Araştırmada, aşırı işlenmiş gıdaların fazla yemeyi tetiklediği, dengesiz beslenmeye yol açtığı ve katkı maddeleri ile zararlı kimyasallara maruziyeti artırdığı vurgulandı. Sao Paulo Üniversitesi’nden Prof. Dr. Carlos Monteiro, “Bulgular, bu gıdaları tüketmeye biyolojik olarak uyum sağlayamadığımızı gösteriyor. Aşırı işlenmiş gıdalar tüketilmemelidir. Bu konuda önlem alınmalıdır.” diyordu.

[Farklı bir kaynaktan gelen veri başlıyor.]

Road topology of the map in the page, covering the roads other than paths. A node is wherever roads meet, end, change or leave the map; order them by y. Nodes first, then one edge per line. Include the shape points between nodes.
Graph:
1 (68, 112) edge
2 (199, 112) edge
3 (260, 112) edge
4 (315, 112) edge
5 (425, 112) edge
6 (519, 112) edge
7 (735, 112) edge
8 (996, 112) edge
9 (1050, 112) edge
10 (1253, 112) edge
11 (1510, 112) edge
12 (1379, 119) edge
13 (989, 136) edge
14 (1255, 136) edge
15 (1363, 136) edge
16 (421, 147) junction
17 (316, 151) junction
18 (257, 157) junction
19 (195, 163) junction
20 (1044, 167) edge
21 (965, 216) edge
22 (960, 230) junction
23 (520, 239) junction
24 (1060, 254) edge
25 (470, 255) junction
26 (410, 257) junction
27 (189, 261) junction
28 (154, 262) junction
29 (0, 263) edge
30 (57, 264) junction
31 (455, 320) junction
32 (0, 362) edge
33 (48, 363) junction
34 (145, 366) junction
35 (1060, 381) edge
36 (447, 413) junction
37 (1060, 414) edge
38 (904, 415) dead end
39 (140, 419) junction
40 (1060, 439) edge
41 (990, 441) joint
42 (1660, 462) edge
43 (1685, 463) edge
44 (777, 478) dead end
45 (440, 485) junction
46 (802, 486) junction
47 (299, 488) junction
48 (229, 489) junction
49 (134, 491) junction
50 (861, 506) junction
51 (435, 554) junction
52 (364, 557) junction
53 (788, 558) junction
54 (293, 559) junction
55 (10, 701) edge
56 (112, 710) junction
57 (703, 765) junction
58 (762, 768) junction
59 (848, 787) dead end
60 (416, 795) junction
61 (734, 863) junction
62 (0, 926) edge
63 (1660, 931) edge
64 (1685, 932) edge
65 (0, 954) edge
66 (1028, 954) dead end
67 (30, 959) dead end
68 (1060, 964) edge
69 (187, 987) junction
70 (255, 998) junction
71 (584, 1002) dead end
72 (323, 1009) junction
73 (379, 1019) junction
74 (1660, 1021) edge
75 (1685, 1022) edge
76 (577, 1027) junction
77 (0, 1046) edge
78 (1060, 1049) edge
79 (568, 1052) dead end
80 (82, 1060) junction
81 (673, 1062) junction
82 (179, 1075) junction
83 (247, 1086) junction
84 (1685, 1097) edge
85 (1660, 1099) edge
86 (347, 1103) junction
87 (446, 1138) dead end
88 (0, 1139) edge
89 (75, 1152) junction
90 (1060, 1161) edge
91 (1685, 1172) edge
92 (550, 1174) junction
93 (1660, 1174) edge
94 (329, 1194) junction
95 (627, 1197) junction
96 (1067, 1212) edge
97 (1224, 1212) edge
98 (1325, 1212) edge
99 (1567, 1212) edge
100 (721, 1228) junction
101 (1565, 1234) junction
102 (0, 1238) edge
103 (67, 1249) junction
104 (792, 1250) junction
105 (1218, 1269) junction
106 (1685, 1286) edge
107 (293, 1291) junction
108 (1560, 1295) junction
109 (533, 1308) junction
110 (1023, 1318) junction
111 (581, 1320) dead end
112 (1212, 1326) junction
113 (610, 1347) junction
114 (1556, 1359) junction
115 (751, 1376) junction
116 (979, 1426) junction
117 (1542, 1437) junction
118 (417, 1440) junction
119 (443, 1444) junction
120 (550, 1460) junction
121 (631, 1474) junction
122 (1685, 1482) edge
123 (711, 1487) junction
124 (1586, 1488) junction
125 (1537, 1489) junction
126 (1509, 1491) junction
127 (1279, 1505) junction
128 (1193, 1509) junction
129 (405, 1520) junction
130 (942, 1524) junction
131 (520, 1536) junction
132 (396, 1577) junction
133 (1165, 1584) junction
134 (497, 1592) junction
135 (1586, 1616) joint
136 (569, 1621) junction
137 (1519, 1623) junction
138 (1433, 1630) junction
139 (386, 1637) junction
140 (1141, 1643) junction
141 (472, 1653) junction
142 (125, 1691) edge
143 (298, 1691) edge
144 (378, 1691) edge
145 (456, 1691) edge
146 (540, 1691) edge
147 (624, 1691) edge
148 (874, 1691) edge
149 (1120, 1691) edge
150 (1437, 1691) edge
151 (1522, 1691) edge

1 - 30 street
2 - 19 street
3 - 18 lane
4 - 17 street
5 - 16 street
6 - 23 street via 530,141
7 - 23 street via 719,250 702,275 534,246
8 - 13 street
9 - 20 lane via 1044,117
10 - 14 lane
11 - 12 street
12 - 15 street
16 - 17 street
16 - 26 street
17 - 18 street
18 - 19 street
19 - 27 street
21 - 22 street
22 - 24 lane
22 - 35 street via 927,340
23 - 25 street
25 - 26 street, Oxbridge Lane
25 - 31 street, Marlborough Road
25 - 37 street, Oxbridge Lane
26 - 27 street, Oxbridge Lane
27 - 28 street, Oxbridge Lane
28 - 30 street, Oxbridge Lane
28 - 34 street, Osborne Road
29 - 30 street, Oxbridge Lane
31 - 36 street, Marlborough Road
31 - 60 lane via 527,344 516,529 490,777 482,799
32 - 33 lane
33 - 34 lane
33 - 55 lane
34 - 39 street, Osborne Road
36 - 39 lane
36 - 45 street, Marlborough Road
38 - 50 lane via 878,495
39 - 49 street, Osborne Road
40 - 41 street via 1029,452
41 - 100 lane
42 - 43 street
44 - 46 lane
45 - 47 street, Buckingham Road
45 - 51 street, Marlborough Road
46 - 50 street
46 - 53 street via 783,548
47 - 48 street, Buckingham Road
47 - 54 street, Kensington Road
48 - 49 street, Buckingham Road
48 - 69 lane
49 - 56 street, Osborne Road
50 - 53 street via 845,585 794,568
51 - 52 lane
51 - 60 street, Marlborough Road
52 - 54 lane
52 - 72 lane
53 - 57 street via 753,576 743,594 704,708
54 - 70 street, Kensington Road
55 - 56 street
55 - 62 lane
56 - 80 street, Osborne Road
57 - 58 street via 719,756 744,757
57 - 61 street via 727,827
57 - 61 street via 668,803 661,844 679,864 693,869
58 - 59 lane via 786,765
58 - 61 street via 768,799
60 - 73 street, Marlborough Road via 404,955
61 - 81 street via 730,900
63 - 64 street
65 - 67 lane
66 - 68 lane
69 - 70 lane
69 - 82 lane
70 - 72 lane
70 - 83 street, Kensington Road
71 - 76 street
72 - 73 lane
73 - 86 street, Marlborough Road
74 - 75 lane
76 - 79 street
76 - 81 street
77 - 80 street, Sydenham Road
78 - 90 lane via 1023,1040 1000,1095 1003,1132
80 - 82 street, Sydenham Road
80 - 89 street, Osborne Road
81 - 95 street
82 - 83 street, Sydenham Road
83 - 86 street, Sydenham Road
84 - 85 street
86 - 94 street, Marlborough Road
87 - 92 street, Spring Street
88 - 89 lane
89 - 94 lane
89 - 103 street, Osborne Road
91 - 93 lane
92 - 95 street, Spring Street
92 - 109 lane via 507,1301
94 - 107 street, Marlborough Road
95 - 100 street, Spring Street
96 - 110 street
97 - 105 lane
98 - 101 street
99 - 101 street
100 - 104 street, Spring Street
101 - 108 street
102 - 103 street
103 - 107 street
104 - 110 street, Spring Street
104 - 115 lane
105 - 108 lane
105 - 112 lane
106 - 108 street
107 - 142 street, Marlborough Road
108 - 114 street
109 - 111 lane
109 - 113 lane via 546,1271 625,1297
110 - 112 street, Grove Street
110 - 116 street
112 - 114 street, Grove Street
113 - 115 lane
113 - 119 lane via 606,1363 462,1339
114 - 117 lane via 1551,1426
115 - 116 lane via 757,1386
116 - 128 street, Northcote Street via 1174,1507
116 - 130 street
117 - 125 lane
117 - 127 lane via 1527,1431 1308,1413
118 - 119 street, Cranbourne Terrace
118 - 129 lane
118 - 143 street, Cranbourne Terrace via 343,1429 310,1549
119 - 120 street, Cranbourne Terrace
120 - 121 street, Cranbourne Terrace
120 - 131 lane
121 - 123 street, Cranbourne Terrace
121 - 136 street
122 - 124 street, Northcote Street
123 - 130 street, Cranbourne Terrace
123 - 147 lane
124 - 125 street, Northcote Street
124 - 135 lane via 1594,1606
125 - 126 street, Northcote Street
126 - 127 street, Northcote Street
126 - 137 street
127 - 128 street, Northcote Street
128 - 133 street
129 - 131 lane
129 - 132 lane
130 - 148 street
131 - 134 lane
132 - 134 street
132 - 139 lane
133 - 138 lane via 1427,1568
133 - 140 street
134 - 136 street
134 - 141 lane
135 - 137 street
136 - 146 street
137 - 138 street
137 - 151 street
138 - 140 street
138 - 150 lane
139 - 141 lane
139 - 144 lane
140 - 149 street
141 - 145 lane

Araştırmada, işlenmiş gıdaların pazarlama stratejilerinin küresel şirketler tarafından yönlendirildiği, tüketim alışkanlıklarının bireysel tercihlerden çok bu şirketlerin etkisiyle şekillendiğinden bahsediliyor. North Carolina Üniversitesi’nden Prof. Dr. Barry Popkin ise aşırı doymuş yağın, şeker ve tuz gibi içeriklerin dikkatle izlenmesi gerektiğini, aksi halde bunların birçok kronik hastalığı tetikleyen zararlılar olabileceğine dikkat çekiyordu.

Halk sağlığında birçok hastalığın sebebinin endüstrileşme olduğu, şehir hayatının tip 2 diyabet, obezite, yüksek tansiyon ve birçok kalp hastalığının sebebi olduğu biliniyor. Günümüz toplumlarında çalışan nüfusun dar vakitlerde ve dışarıda yemek yediği ve çoğu kez çok sağlıklı olmayan gıdalar ile karşılaştığı, fast food, yüksek kolesterollü, katı yağ ile yapılmış, aşırı tuzlu, şeker içeren, birçok katkı maddesi ve MSG katılmış gıdalar ile beslendiği ve bunun sonucu olarak sağlıklarının tehdit altında olduğu biliniyor. Yine, denetimin zayıf olduğu ve hijyen kurallarına çok dikkat edilmediği işletmelerde, gıda zehirlenmesi ve sağlıksız durumlar ortaya çıkabilmektedir.

Bu sorunların giderilebilmesi, kurumların kendi yiyeceğini hazırlayabildiği, denetimli, hijyenik işletmelerin oluşturulması ve çalışan sağlığı yönünden bu hizmetin gerekli olduğuna inanabilmesidir. İnsan sağlığı, çalışan sağlığı üretimden ayrı düşünülemez. Maliyeti de öncelenmemelidir. Aksi halde, sağlıksız beslenmenin maliyeti ve yaratacağı hasarlar para ile telafi edilemeyecek kadar büyük olabilir.

Çok tuzlu beslendiği için ömür boyu tansiyon ilacı kullanan bir çalışan ile diyabete yakalanmış, obez bir vatandaşın tedavi masraflarını yine bu toplum ödeyecektir. Evde yapılmış yemeklerin değerini ve sağlık konusundaki faydalarını çocuklarımıza anlatalım. Mercimek çorba hepsinden üstündür.